# Big Catfish cought in the river



## mauls (Mar 25, 2004)

Me and my friends ran down to the river for a bit on our boat, and we got some nice catfish.
View attachment 67007


The big guy is a blue cat, its about 35lbs and the other one is a flat head about 5lbs.

I cought the flat head, but im the only one with a camera so i got screwed out of a pic!

We cought them on creek chub









mauls


----------



## psychofish (Jun 5, 2004)

Thats a nice cat


----------



## Red Eyes (Nov 25, 2003)

35 lbs! How big do those blue cats get?


----------



## mauls (Mar 25, 2004)

Red Eyes said:


> 35 lbs! How big do those blue cats get?
> [snapback]1085596[/snapback]​


they can get huge, its not odd to see them 80lbs or bigger

There have been reports of them being over 100lbs, but none around here in kansas city


----------



## lemmywinks (Jan 25, 2004)

awwww look at the cute little flathead









that's a nice blue cat


----------



## mauls (Mar 25, 2004)

lemmywinks said:


> awwww look at the cute little flathead
> 
> 
> 
> ...


haha thanks man, 1 DAY i'll be holding my red tail the same way


----------



## oojit (Feb 24, 2005)

Mmm looks tasty.


----------



## zygapophysis (Jul 16, 2004)

Wow thats a huge catefish.
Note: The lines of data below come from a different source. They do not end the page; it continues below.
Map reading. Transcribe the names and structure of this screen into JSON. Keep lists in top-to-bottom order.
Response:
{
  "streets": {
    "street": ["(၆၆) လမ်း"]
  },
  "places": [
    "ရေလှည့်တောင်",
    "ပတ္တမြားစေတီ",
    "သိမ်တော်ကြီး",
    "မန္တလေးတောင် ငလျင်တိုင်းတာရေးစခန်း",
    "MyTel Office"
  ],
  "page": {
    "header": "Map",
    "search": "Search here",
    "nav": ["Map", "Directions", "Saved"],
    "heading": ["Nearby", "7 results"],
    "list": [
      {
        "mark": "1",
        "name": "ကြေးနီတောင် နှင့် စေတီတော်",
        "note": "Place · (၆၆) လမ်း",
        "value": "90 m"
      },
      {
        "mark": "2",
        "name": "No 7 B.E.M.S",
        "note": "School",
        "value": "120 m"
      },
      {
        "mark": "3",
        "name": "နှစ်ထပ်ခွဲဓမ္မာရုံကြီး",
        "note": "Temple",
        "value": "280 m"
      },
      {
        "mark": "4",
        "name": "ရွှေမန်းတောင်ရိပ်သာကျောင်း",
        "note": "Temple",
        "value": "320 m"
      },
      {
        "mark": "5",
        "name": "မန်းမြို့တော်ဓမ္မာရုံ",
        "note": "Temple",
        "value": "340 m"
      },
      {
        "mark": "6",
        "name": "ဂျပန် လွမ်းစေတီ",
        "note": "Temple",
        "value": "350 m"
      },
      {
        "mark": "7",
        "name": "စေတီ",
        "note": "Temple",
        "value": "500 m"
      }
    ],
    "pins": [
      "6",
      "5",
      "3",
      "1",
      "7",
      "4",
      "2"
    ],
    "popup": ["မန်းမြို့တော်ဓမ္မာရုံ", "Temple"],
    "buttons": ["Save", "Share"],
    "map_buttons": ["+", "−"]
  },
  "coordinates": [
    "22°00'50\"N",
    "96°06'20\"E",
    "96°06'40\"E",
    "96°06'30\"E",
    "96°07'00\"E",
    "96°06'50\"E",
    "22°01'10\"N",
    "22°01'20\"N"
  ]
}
Their was one cought in the mississippi somewhere in Illinois that was 5 feet long 120 pounds and like 42 inches around or somthing. Biggest ever.


----------



## mauls (Mar 25, 2004)

zygapophysis said:


> Wow thats a huge catefish. Their was one cought in the mississippi somewhere in Illinois that was 5 feet long 120 pounds and like 42 inches around or somthing. Biggest ever.
> [snapback]1086187[/snapback]​


yea man they get huge, real huge


----------